#### TASK ITEM
Only the lines below between the ones containing "g.lineJoin = 'round';" and "const poly = rows", inclusive, are to be reproduced, each exactly as it stands.

#### RECORD EXTRACTS
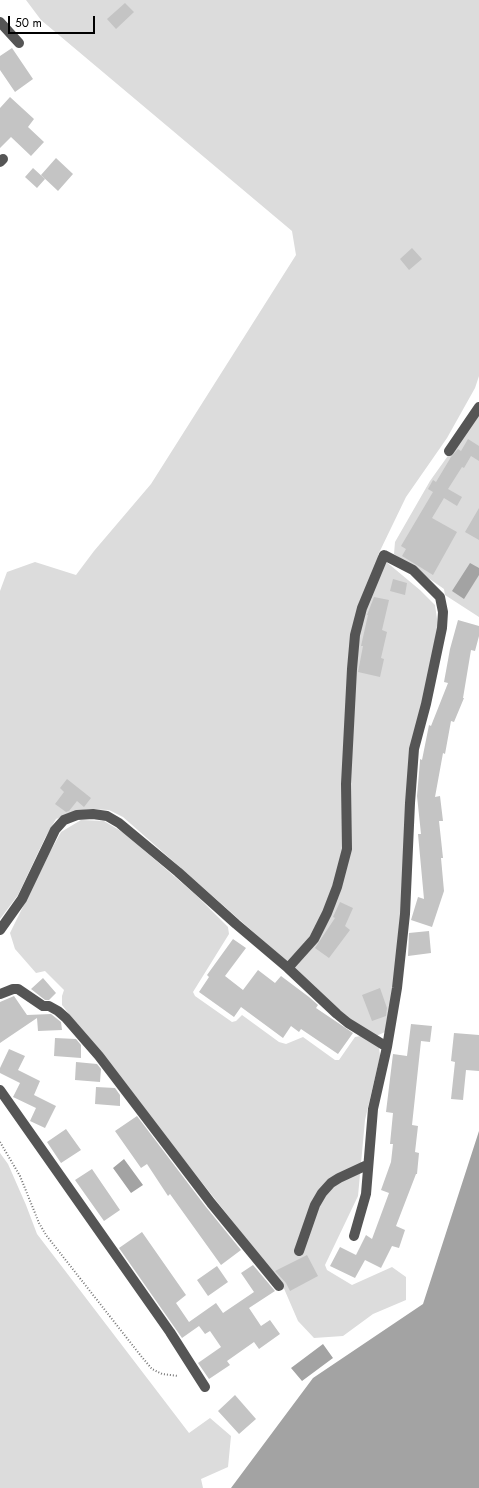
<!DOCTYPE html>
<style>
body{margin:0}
#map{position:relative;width:479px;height:1488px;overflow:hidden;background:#fff;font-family:Jost,sans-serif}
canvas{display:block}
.scale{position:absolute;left:8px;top:16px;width:87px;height:18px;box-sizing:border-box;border:2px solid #000;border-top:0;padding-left:5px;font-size:12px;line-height:14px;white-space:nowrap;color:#000;-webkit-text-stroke:3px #fff;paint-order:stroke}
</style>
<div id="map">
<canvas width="479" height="1488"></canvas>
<div class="scale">50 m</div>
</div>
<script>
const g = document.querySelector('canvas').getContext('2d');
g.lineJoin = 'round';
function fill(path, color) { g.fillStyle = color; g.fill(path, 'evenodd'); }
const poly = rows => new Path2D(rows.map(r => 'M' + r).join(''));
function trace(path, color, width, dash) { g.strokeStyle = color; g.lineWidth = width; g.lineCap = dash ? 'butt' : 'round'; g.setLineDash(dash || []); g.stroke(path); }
const green = poly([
 [26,0,479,0,479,376,475,388,447,438,406,497,378,555,420,590,435,605,438,626,422,705,393,988,385,1032,376,1036,354,1023,284,959,123,817,109,810,91,809,76,811,56,819,45,838,18,895,0,919,0,591,7,572,35,562,76,575,94,551,151,484,296,255,292,231,41,20],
 [479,405,479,617,445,595,444,589,394,554,395,542,430,481,467,429],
 [81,820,104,821,124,833,196,895,228,927,229,934,193,992,195,996,232,1022,236,1021,242,1015,279,1042,286,1044,303,1037,335,1060,339,1060,355,1037,361,1036,379,1047,380,1056,365,1120,358,1196,325,1265,327,1270,352,1285,392,1267,406,1277,406,1300,373,1314,343,1336,314,1338,298,1321,282,1284,62,1005,62,996,64,990,45,971,36,973,15,949,10,933,50,852,61,832],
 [0,1153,8,1164,26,1205,37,1234,189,1433,210,1418,231,1436,228,1467,201,1479,203,1488,0,1488]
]);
const water = poly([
 [470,563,479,568,479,575,464,599,452,591],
 [479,1131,479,1488,231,1488,313,1378,423,1304],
 [124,1159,143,1185,131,1193,113,1168],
 [323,1344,333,1358,302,1381,291,1368]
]);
const building = poly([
 [125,3,134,12,116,29,107,19],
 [12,48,33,79,15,92,0,70,0,56],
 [10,97,34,119,28,127,44,142,31,156,11,137,0,148,0,108],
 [56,158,73,174,58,191,41,175],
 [33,168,45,179,37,188,25,177],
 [412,248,422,259,409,270,400,259],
 [468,439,479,446,479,461,471,456,464,468,462,467,448,489,462,497,457,506,444,498,432,518,457,532,433,575,402,556,406,549,401,546,433,492,428,489,433,480,436,482,451,457,458,449,461,451],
 [479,508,479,540,465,532],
 [393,579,407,583,405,595,390,591],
 [374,597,389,600,382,630,387,632,381,658,384,659,380,677,358,672,363,646,361,646,368,615,367,615],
 [458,620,479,626,479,636,475,651,471,650,463,698,464,698,454,722,451,721,445,754,443,753,435,797,440,796,443,821,439,821,443,858,441,858,444,891,432,927,411,920,418,897,424,899,418,834,421,834,417,796,420,761,420,759,422,760,429,725,431,726,448,683,444,682,450,649],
 [67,779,91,798,84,807,77,801,69,811,66,812,55,804,64,792,60,788],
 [340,902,353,908,345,926,350,930,329,958,315,948,335,918,333,917],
 [429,931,431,953,408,956,409,933],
 [233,939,246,948,225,976,243,990,258,970,275,983,281,976,309,997,318,1005,316,1008,353,1033,338,1054,301,1029,299,1032,291,1026,283,1038,241,1007,234,1017,199,992,209,977,207,975],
 [43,978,56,993,49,1000,45,1000,31,989],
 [380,988,387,1008,386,1016,372,1021,362,995],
 [14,996,27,1015,51,1014,61,1022,62,1030,38,1031,37,1018,0,1043,0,1002],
 [411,1024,432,1026,430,1042,421,1041,412,1125,418,1126,415,1152,419,1153,417,1174,416,1174,396,1226,405,1230,399,1248,392,1246,381,1268,365,1260,355,1278,330,1266,340,1247,356,1255,366,1235,372,1239,389,1193,381,1190,391,1162,393,1144,390,1144,393,1113,386,1112,393,1054,407,1056],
 [454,1033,479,1035,479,1071,466,1070,463,1100,451,1099,455,1062,451,1061],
 [55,1038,76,1039,81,1045,81,1058,54,1056],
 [9,1049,25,1056,18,1070,40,1081,34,1095,56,1106,45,1128,30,1121,36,1108,13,1097,20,1083,0,1073,0,1068],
 [76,1062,97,1064,101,1069,100,1082,75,1080],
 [96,1087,115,1088,120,1095,120,1106,95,1104],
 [137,1116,206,1207,241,1250,221,1265,170,1194,168,1196,147,1164,141,1168,115,1131],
 [66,1129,81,1150,61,1163,47,1142],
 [92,1169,120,1210,104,1221,75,1180],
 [142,1232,186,1295,176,1303,189,1322,216,1303,223,1313,254,1292,241,1273,253,1265,275,1291,249,1308,261,1326,270,1320,280,1334,259,1349,254,1342,227,1361,230,1365,209,1379,198,1363,221,1347,210,1331,205,1334,199,1326,182,1338,119,1248],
 [307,1255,318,1276,290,1291,286,1283,275,1271],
 [217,1266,228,1282,208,1296,197,1280],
 [235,1395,256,1419,239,1434,218,1411]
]);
const path = poly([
 [0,1142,20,1176,39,1223,46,1235,141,1356,152,1369,162,1374,178,1376]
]);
const minor = poly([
 [0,22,19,43],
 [0,162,3,159],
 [449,451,479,407],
 [0,930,22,899,55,830,64,820,77,815,93,814,107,816,119,823,178,872,236,924,288,968,314,939,327,913,337,887,347,849,346,784,352,669,355,635,362,608,384,555,413,570,440,597,443,612,442,628,426,704,414,749,410,803,405,914,397,988,387,1047],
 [288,968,337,1014,348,1023,387,1047,373,1109,366,1194,354,1236],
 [0,994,13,989,18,989,43,1006,49,1006,58,1011,66,1018,99,1056,211,1203,279,1286],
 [0,1090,170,1332,205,1387],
 [299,1251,315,1205,322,1193,331,1183,339,1178,367,1165]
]);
fill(green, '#dcdcdc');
fill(water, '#a3a3a3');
fill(building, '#c4c4c4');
trace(path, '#777', 2, [1, 2]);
trace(minor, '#555', 10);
</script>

#### ANSWER TO THE PROBLEM
g.lineJoin = 'round';
function fill(path, color) { g.fillStyle = color; g.fill(path, 'evenodd'); }
const poly = rows => new Path2D(rows.map(r => 'M' + r).join(''));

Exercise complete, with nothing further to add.